Stored items:
———

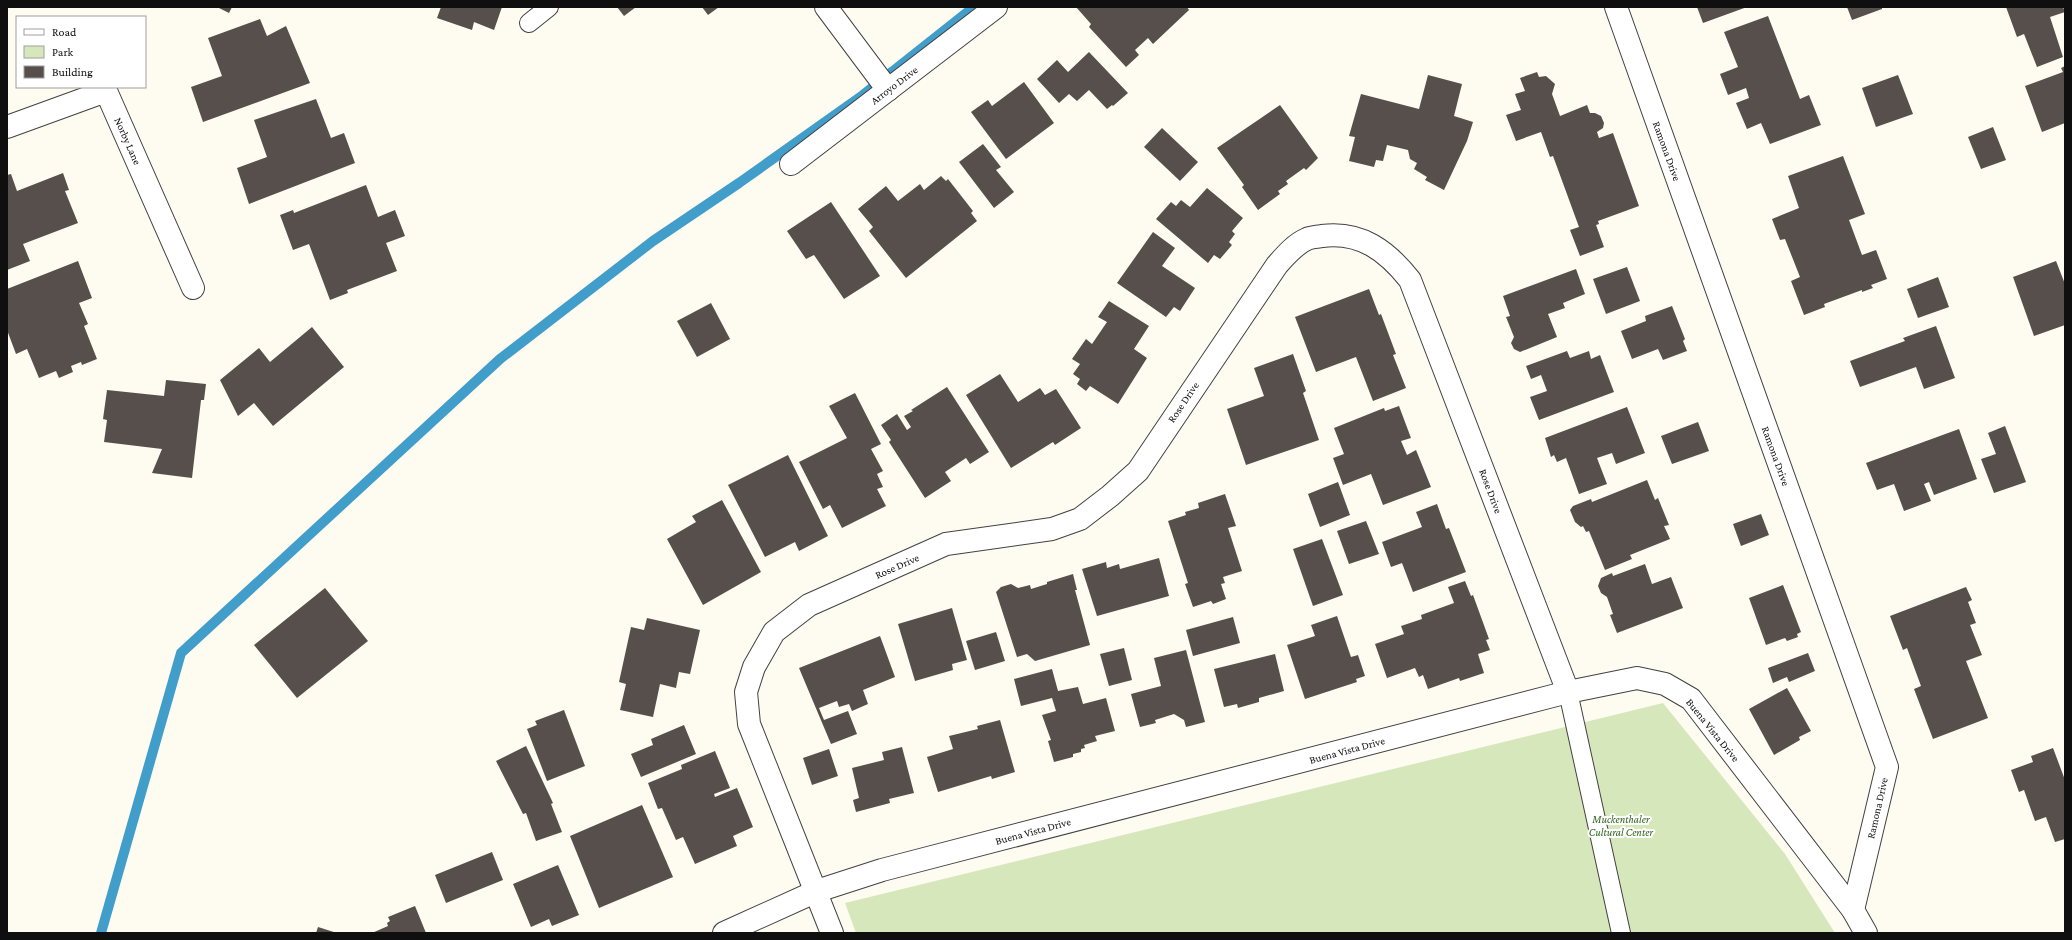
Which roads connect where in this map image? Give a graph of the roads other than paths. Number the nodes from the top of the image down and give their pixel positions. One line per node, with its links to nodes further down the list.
1 (549, 7): 5 (lane)
2 (826, 7): 6 (street)
3 (996, 7): 6 (street, Arroyo Drive)
4 (1616, 7): 12 (street, Ramona Drive)
5 (529, 23)
6 (888, 90): 8 (street, Arroyo Drive)
7 (7, 127): 9 (street, Norby Lane)
8 (791, 164)
9 (193, 288)
10 (1568, 692): 11 (street, Buena Vista Drive); 11 (street, Rose Drive); 12 (street, Buena Vista Drive); 15 (lane)
11 (817, 891): 13 (street, Buena Vista Drive); 14 (street, Rose Drive)
12 (1853, 910): 16 (street, Buena Vista Drive)
13 (724, 933)
14 (832, 933)
15 (1621, 933)
16 (1866, 933)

———

■ **REQUIRED ACTION**
The expected output is every entry, retyped exactly, with all pictures removed.

■ **TASK RESULT**
Which roads connect where in this map image? Give a graph of the roads other than paths. Number the nodes from the top of the image down and give their pixel positions. One line per node, with its links to nodes further down the list.
1 (549, 7): 5 (lane)
2 (826, 7): 6 (street)
3 (996, 7): 6 (street, Arroyo Drive)
4 (1616, 7): 12 (street, Ramona Drive)
5 (529, 23)
6 (888, 90): 8 (street, Arroyo Drive)
7 (7, 127): 9 (street, Norby Lane)
8 (791, 164)
9 (193, 288)
10 (1568, 692): 11 (street, Buena Vista Drive); 11 (street, Rose Drive); 12 (street, Buena Vista Drive); 15 (lane)
11 (817, 891): 13 (street, Buena Vista Drive); 14 (street, Rose Drive)
12 (1853, 910): 16 (street, Buena Vista Drive)
13 (724, 933)
14 (832, 933)
15 (1621, 933)
16 (1866, 933)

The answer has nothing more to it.